On Wednesday, 24 January 2018 at 07:21:09 UTC, Shachar Shemesh
wrote:
test.d(6): Error: struct test.A(int var = 3) is used as a type
Of course it is. That's how structs are used.
Program causing this:
struct A(int var = 3) {
int a;
}
void main() {
A a;
}
To resolve, you need to change A into A!(). For some reason I
have not been able to fathom, default template parameters on
structs don't work like they do on functions.

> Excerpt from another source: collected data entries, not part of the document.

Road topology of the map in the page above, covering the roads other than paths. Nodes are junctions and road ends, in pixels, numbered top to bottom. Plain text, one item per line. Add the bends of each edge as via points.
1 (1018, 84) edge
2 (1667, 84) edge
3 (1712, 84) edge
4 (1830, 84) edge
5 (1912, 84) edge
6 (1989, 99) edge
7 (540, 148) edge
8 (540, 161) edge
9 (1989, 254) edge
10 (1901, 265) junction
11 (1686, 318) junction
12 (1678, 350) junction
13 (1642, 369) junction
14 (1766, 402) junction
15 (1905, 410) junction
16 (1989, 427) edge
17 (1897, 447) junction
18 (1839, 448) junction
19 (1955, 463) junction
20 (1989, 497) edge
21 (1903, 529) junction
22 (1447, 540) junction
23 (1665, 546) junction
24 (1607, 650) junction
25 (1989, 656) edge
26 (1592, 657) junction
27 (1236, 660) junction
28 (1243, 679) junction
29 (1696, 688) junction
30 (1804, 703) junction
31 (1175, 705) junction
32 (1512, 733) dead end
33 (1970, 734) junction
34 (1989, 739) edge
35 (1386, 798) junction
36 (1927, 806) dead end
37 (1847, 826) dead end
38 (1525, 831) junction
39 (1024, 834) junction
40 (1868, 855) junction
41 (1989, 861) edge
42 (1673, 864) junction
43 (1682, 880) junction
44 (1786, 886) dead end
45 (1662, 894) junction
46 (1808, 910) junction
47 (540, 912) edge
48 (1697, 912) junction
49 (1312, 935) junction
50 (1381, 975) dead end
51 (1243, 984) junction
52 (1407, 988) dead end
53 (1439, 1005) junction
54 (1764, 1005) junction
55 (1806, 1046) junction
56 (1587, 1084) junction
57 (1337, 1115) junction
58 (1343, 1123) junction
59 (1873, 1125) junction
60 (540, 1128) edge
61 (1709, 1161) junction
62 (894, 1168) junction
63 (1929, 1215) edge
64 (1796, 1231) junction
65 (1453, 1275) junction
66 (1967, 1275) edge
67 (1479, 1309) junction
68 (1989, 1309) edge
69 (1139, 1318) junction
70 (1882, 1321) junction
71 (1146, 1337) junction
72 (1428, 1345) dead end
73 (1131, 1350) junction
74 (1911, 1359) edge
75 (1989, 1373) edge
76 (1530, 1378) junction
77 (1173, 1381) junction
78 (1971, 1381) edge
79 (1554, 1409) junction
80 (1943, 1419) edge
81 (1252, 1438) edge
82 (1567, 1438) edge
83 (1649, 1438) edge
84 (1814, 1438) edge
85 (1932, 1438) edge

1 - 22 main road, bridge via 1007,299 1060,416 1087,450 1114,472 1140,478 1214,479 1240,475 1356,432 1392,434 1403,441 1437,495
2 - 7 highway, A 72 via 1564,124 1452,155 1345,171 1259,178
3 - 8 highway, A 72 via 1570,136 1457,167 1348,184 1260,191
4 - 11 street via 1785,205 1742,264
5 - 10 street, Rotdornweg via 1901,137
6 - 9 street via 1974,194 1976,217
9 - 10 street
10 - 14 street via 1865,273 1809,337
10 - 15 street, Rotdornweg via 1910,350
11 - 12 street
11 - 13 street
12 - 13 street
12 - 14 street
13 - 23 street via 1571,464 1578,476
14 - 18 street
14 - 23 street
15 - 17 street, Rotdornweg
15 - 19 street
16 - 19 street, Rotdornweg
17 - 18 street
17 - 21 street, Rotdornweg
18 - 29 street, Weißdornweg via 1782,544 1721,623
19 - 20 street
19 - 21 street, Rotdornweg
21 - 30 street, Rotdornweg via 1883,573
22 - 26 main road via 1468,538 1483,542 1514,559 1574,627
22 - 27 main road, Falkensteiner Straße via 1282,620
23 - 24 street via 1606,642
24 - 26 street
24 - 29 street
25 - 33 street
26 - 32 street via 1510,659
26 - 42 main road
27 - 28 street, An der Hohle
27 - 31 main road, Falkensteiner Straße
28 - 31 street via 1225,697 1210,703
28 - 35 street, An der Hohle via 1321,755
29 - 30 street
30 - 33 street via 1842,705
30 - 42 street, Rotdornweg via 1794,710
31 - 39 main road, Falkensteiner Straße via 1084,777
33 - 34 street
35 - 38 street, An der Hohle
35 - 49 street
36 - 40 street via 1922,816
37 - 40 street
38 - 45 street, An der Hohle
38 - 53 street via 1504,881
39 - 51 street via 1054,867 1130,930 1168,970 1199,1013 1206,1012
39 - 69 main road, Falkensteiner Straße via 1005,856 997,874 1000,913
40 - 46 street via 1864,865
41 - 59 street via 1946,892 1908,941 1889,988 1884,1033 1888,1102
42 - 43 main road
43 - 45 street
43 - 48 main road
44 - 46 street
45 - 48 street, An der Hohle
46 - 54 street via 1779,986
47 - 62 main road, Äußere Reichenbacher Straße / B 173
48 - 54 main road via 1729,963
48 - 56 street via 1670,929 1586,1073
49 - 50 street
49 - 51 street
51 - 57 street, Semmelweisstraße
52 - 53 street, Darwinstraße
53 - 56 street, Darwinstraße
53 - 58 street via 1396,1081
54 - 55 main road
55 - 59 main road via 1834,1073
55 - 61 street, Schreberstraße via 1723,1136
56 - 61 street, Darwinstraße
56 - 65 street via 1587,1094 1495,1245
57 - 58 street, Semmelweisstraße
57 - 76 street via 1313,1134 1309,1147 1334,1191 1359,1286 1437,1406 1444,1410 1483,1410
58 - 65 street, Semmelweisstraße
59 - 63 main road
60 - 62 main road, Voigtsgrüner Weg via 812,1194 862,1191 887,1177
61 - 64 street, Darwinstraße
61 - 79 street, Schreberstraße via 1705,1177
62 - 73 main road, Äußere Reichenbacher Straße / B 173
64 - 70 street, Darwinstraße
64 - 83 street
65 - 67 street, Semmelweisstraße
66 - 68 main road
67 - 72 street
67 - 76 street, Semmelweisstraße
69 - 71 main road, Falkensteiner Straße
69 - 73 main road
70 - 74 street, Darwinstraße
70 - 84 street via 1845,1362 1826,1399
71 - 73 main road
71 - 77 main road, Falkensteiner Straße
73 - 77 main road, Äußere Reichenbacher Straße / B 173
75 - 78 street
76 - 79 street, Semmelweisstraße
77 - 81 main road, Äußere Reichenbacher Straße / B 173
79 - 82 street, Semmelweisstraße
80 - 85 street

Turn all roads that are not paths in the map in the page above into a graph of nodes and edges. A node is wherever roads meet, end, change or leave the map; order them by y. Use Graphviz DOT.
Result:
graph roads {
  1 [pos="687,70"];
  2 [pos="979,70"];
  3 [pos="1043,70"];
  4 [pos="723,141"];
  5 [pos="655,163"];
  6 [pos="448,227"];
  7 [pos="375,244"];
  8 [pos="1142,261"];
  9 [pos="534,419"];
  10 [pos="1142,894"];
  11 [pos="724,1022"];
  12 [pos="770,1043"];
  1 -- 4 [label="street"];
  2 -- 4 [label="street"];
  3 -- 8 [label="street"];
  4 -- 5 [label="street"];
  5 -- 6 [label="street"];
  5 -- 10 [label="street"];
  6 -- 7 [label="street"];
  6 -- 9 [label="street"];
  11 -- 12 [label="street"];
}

IMO the error message is not too bad once you understand what's
going on (which probably means it's really not a good error
message).
struct A(int var = 3) is short for:
template A(int var = 3)
{
struct A
{
//...
}
}
As I'm sure you know.
If it's written out like this then I think it makes it obvious
what the problem is. When you write `A a`, you're trying to use
this template like a type, but templates are not types; they are
used to _construct_ types. Therefore, to construct a valid type
from the template A, you have to instantiate it by declaring an
`A!() a`.
The compiler could allow implicit insatntiation if the template
has 0 arguments or only default arguments, but as Jonathan
showed, this causes a lot of ambiguous cases that are better
avoided.
One way we could probably improve the error message is to change
it to "template struct test.A(int var = 3) is used as a type. It
must be instantiated", or something along those lines, to make it
clear why you can't use A as a type.